= WORK TASK =
Whenever a line in the data holds the string "Arango", copy that line.

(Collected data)
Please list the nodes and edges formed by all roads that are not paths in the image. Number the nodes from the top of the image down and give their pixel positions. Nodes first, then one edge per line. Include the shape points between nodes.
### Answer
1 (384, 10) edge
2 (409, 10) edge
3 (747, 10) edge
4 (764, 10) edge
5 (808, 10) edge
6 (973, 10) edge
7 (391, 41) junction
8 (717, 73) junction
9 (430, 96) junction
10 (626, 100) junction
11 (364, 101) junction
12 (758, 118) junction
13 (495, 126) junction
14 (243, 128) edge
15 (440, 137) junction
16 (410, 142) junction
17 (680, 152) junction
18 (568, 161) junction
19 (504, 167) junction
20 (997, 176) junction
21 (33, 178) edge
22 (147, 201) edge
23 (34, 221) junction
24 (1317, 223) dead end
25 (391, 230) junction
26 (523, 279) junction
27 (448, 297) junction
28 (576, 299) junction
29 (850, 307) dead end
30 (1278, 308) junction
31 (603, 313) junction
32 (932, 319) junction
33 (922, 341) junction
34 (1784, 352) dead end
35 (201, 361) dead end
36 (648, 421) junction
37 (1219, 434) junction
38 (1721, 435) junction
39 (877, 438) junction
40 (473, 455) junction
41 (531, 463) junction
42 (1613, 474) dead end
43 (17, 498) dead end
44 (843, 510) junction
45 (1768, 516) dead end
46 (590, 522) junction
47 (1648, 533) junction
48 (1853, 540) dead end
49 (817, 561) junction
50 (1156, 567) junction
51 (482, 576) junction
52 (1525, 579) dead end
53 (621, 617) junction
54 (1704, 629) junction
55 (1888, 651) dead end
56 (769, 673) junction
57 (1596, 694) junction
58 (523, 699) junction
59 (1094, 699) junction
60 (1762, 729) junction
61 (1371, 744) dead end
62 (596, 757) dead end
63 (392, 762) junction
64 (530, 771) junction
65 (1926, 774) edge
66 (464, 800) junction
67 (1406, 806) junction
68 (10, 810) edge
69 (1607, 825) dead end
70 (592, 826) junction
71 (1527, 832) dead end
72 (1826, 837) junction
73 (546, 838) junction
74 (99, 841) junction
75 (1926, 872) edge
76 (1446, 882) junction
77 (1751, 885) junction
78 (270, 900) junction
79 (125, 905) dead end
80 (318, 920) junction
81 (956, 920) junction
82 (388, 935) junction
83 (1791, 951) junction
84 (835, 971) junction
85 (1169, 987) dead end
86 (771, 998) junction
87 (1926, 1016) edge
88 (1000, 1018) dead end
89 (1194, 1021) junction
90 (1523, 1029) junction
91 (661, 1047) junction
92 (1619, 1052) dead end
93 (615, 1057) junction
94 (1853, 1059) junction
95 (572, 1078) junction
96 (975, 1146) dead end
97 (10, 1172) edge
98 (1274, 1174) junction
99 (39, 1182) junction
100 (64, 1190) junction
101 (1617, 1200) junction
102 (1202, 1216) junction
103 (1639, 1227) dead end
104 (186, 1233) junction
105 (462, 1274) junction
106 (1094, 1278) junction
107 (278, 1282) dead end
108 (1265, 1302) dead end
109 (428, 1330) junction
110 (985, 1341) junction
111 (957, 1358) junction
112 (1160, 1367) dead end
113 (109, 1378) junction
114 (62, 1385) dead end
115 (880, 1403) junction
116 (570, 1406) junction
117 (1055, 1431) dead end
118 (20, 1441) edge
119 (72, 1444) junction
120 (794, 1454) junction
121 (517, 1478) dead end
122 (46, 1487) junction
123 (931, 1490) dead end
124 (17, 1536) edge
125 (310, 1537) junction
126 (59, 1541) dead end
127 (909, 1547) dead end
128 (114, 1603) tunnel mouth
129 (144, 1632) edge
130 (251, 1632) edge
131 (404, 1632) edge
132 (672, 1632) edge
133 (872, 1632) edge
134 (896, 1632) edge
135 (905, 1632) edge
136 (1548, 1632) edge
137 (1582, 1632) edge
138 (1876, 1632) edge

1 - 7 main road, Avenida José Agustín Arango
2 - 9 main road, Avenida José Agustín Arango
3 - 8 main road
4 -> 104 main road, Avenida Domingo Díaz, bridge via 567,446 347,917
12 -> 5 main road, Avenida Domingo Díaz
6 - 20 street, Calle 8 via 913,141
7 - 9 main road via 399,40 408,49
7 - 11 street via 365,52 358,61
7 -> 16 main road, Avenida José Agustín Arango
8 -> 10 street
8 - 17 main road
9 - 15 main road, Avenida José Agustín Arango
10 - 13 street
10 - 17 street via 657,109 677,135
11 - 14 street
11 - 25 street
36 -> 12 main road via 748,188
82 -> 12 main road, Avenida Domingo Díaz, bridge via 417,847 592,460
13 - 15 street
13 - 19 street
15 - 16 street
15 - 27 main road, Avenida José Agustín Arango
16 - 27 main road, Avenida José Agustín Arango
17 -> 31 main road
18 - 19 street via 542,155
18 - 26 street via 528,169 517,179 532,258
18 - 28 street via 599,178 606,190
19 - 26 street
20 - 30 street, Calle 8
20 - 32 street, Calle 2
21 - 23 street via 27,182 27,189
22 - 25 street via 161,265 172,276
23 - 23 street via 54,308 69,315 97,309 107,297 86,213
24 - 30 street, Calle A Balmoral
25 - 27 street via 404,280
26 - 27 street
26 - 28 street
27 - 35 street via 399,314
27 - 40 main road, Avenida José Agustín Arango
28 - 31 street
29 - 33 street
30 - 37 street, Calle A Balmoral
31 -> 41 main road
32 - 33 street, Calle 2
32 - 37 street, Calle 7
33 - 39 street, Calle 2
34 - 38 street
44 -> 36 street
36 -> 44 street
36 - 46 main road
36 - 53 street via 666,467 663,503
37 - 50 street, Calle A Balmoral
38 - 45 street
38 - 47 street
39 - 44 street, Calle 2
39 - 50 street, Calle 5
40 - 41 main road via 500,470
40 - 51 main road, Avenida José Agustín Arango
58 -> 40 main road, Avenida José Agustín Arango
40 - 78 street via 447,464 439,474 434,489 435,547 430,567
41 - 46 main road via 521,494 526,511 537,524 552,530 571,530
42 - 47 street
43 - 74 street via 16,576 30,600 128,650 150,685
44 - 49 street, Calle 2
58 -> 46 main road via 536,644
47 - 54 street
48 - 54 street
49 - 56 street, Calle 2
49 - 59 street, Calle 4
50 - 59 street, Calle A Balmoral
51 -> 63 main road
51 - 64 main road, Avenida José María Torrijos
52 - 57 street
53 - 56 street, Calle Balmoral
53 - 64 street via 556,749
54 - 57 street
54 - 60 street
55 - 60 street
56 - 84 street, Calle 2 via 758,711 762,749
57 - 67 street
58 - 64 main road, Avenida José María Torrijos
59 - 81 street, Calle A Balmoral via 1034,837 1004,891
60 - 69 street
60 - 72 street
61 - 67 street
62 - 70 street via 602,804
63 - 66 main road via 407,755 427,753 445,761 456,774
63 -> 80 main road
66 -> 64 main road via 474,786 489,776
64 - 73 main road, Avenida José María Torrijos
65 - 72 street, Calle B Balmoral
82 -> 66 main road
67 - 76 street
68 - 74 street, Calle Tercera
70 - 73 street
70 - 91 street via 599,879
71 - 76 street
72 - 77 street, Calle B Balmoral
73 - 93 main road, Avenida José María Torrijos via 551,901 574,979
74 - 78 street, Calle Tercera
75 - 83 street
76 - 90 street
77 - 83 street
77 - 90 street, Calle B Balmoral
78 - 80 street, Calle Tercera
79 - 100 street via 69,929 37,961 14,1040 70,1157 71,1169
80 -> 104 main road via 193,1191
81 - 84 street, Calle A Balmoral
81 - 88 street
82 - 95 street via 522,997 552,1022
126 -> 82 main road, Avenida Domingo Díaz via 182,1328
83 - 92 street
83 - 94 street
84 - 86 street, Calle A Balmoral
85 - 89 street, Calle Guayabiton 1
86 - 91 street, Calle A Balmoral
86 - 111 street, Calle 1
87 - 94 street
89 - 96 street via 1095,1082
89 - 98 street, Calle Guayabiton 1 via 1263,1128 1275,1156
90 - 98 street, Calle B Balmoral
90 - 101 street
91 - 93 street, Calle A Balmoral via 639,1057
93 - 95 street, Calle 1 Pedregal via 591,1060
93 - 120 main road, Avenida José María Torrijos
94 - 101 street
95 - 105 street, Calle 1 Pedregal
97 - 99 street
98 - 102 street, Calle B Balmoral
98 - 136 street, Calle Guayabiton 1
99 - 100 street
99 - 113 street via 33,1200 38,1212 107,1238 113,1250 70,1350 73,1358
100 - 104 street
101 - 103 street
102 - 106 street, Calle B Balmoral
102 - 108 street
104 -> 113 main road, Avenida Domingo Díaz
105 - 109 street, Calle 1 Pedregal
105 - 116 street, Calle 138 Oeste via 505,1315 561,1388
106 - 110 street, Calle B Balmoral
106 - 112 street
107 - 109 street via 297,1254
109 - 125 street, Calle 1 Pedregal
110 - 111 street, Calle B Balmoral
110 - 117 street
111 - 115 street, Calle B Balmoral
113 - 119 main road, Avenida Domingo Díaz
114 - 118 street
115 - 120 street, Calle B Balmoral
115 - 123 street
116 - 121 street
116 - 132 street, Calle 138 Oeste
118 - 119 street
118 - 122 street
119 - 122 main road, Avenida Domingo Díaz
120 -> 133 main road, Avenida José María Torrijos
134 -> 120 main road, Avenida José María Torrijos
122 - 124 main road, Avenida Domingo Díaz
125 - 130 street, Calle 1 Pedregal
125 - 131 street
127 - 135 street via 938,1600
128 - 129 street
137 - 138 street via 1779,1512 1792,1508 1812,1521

= THE COMPLETED TASK =
1 - 7 main road, Avenida José Agustín Arango
2 - 9 main road, Avenida José Agustín Arango
7 -> 16 main road, Avenida José Agustín Arango
9 - 15 main road, Avenida José Agustín Arango
15 - 27 main road, Avenida José Agustín Arango
16 - 27 main road, Avenida José Agustín Arango
27 - 40 main road, Avenida José Agustín Arango
40 - 51 main road, Avenida José Agustín Arango
58 -> 40 main road, Avenida José Agustín Arango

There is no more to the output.